**TASK TO COMPLETE:**
In your reply, restate all of the records below word for word.
##### LISTED RECORDS
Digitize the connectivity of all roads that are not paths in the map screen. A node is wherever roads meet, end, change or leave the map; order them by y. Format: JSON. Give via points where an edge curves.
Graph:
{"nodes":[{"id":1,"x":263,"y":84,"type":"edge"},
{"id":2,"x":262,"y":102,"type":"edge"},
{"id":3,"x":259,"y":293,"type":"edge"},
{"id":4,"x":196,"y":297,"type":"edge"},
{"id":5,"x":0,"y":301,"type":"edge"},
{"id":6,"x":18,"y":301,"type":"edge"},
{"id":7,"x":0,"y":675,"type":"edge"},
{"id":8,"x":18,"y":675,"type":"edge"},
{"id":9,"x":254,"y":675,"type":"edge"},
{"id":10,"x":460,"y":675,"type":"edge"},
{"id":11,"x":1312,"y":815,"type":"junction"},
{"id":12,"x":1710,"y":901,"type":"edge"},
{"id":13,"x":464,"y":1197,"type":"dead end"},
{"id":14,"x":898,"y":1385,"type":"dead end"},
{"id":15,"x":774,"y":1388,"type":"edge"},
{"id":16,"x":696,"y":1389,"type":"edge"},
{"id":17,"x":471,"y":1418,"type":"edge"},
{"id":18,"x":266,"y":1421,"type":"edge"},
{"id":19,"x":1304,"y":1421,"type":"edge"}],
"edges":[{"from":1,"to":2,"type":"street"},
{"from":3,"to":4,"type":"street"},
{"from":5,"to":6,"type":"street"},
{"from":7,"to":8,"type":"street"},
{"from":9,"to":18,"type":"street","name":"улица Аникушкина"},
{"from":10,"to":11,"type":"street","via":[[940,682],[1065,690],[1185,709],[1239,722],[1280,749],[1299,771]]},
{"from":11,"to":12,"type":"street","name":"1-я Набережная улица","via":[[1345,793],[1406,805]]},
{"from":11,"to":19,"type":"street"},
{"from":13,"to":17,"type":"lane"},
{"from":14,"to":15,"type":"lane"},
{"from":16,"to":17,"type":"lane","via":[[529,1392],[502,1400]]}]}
##########
**ANSWER BELOW:**
Digitize the connectivity of all roads that are not paths in the map screen. A node is wherever roads meet, end, change or leave the map; order them by y. Format: JSON. Give via points where an edge curves.
Graph:
{"nodes":[{"id":1,"x":263,"y":84,"type":"edge"},
{"id":2,"x":262,"y":102,"type":"edge"},
{"id":3,"x":259,"y":293,"type":"edge"},
{"id":4,"x":196,"y":297,"type":"edge"},
{"id":5,"x":0,"y":301,"type":"edge"},
{"id":6,"x":18,"y":301,"type":"edge"},
{"id":7,"x":0,"y":675,"type":"edge"},
{"id":8,"x":18,"y":675,"type":"edge"},
{"id":9,"x":254,"y":675,"type":"edge"},
{"id":10,"x":460,"y":675,"type":"edge"},
{"id":11,"x":1312,"y":815,"type":"junction"},
{"id":12,"x":1710,"y":901,"type":"edge"},
{"id":13,"x":464,"y":1197,"type":"dead end"},
{"id":14,"x":898,"y":1385,"type":"dead end"},
{"id":15,"x":774,"y":1388,"type":"edge"},
{"id":16,"x":696,"y":1389,"type":"edge"},
{"id":17,"x":471,"y":1418,"type":"edge"},
{"id":18,"x":266,"y":1421,"type":"edge"},
{"id":19,"x":1304,"y":1421,"type":"edge"}],
"edges":[{"from":1,"to":2,"type":"street"},
{"from":3,"to":4,"type":"street"},
{"from":5,"to":6,"type":"street"},
{"from":7,"to":8,"type":"street"},
{"from":9,"to":18,"type":"street","name":"улица Аникушкина"},
{"from":10,"to":11,"type":"street","via":[[940,682],[1065,690],[1185,709],[1239,722],[1280,749],[1299,771]]},
{"from":11,"to":12,"type":"street","name":"1-я Набережная улица","via":[[1345,793],[1406,805]]},
{"from":11,"to":19,"type":"street"},
{"from":13,"to":17,"type":"lane"},
{"from":14,"to":15,"type":"lane"},
{"from":16,"to":17,"type":"lane","via":[[529,1392],[502,1400]]}]}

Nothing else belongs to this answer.